Integration of Sinx

Here you will learn proof of integration of sinx or sin x and examples based on it.

Let’s begin –

Integration of Sinx or Sin x

The integration of sinx is -cosx + C

where C is the integration constant.

i.e. \(\int\) (sinx) dx = -cos x + C

Proof :

We will prove this formula using differentiation,

Let \(d\over dx\)(-cos x + C) = -\(d\over dx\) cos x + \(d\over dx\) C

Using differentiation formula,

\(d\over dx\) cos x = -sin x and differentation of constant is 0.

\(\implies\) \(d\over dx\)(-cos x + C) = -\(d\over dx\) cos x + \(d\over dx\) C

\(\implies\) \(d\over dx\)(-cos x + C) = -(-sin x) + 0

We can also write it as,

sin x = \(d\over dx\)(-cos x + C)

Now, integrating on both sides,

\(\int\) sin x = \(\int\) \(d\over dx\)(-cos x + C)

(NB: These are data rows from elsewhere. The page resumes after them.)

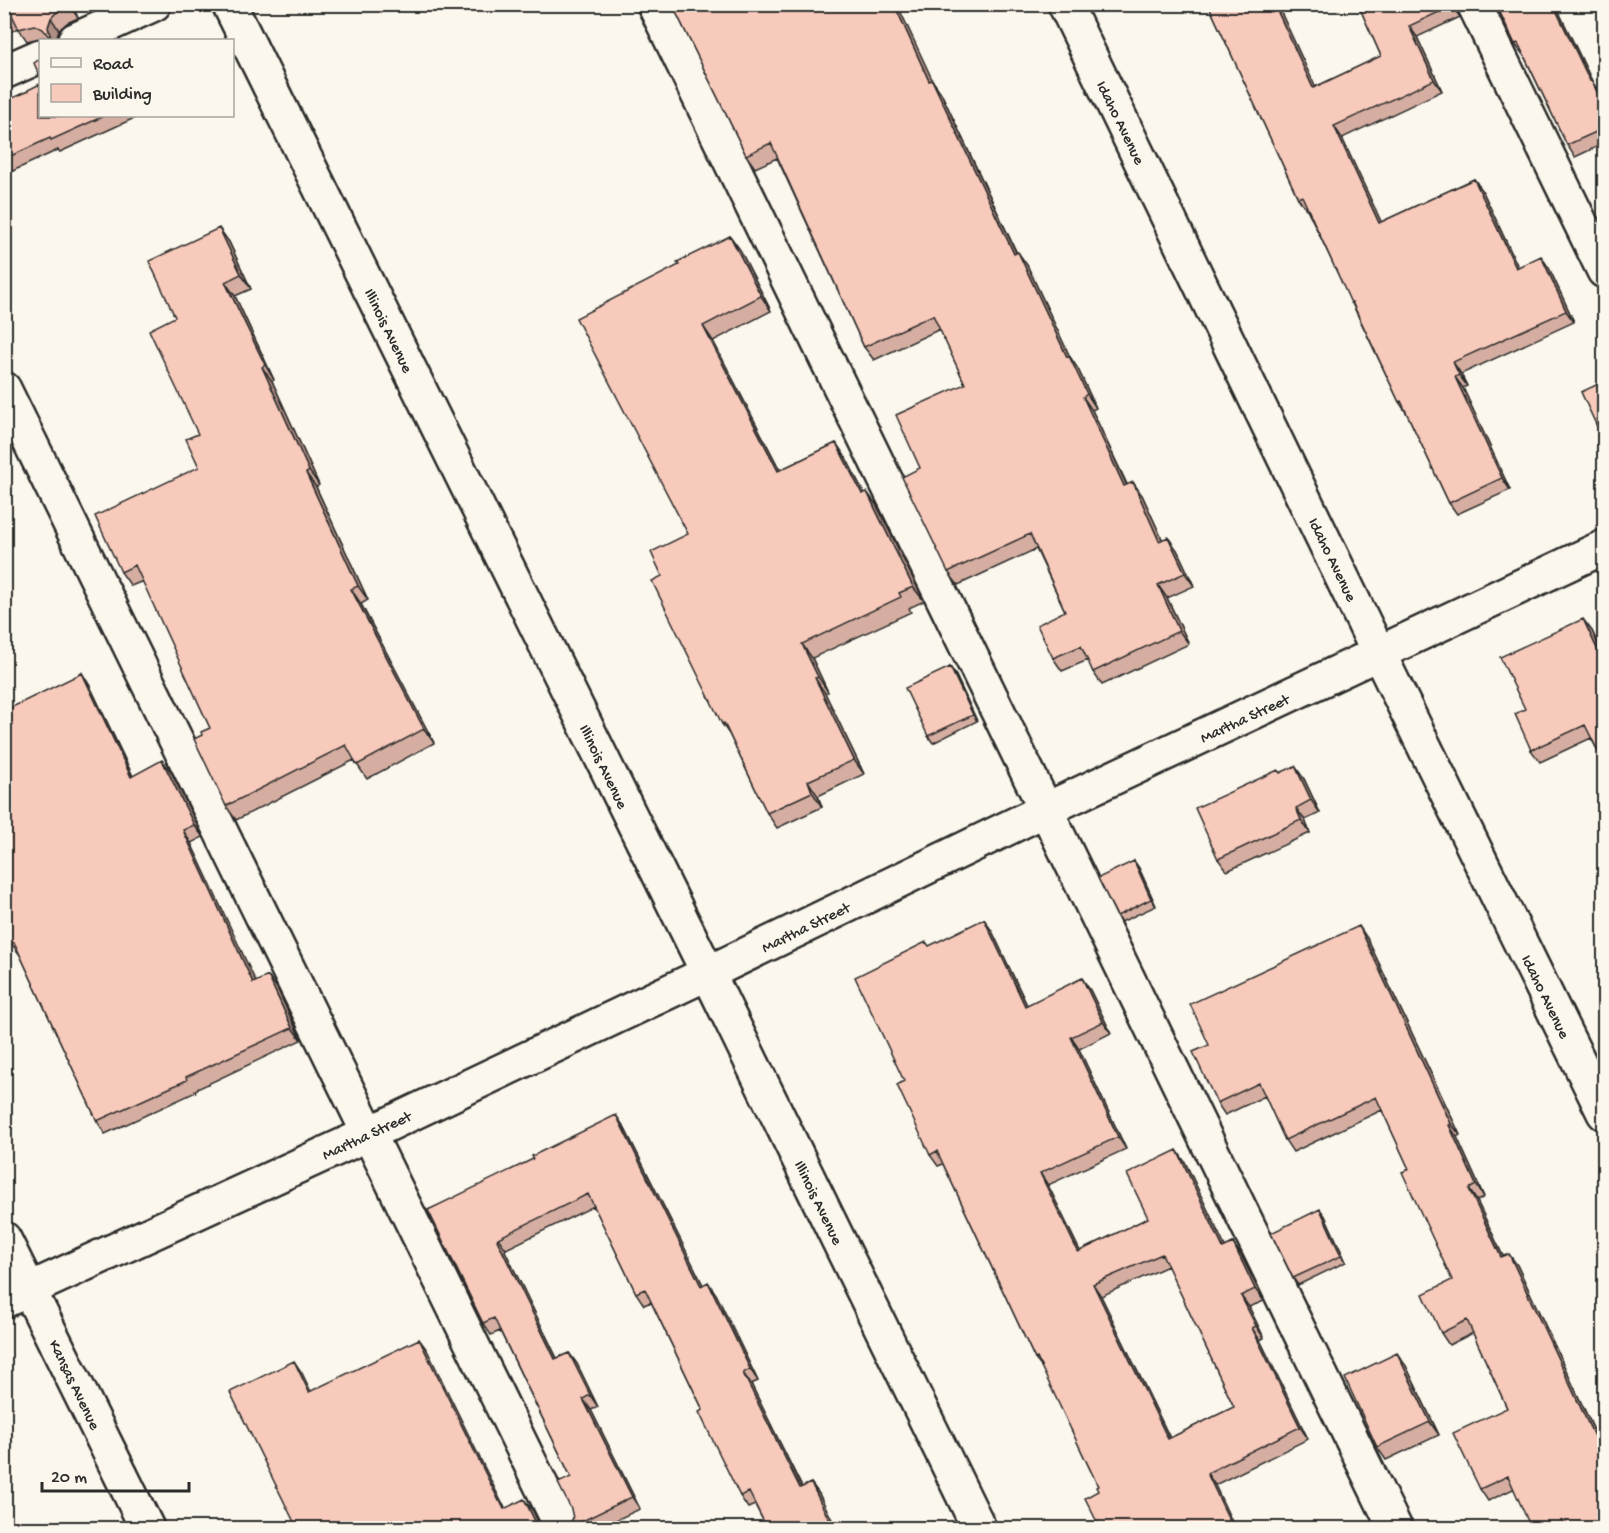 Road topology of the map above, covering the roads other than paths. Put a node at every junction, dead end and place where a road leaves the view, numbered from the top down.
1 (154, 4) edge
2 (229, 4) edge
3 (654, 4) edge
4 (1065, 4) edge
5 (1474, 4) edge
6 (77, 39) edge
7 (39, 56) edge
8 (4, 72) edge
9 (1605, 271) edge
10 (4, 389) edge
11 (1605, 548) edge
12 (1379, 654) junction
13 (1045, 810) junction
14 (708, 973) junction
15 (1605, 1113) edge
16 (368, 1134) junction
17 (4, 1239) edge
18 (17, 1295) edge
19 (147, 1528) edge
20 (562, 1528) edge
21 (979, 1528) edge
22 (1395, 1528) edge

1 - 6 street
2 - 14 street, Illinois Avenue
3 - 13 street
4 - 12 street, Idaho Avenue
5 - 9 street
7 - 8 street
10 - 16 street
11 - 12 street, Martha Street
12 - 13 street, Martha Street
12 - 15 street, Idaho Avenue
13 - 14 street, Martha Street
13 - 22 street
14 - 16 street, Martha Street
14 - 21 street, Illinois Avenue
16 - 18 street, Martha Street
16 - 20 street
17 - 18 street, Kansas Avenue
18 - 19 street, Kansas Avenue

We know that integration and differentiation both are reciprocals of each other, so in right hand side expression they cancel each other and we get,

Hence, \(\int\) sin x = -cos x + C

Example : Prove that \(\int\) sin (ax + b) = \(-1\over a\) cos(ax + b) + C.

Solution : We have, 

I = \(\int\) sin (ax + b) dx

Let ax + b = t, Then , d(ax + b) = dt \(\implies\) adx = dt

\(\implies\) dx = \(1\over a\) dt

Putting ax + b = t and  dx = \(1\over a\) dt , we get

\(\int\) sin (ax + b) dx = \(1\over a\) \(\int\) sin t dt

= \(-1\over a\) cos t + C

= \(-1\over a\) cos(ax + b) + C

Hence, \(\int\) sin (ax + b) = \(-1\over a\) cos(ax + b) + C


Related Questions

What is the Differentiation of sin x ?

What is the Integration of Sin Inverse x ?

What is the Differentiation of sin inverse x ?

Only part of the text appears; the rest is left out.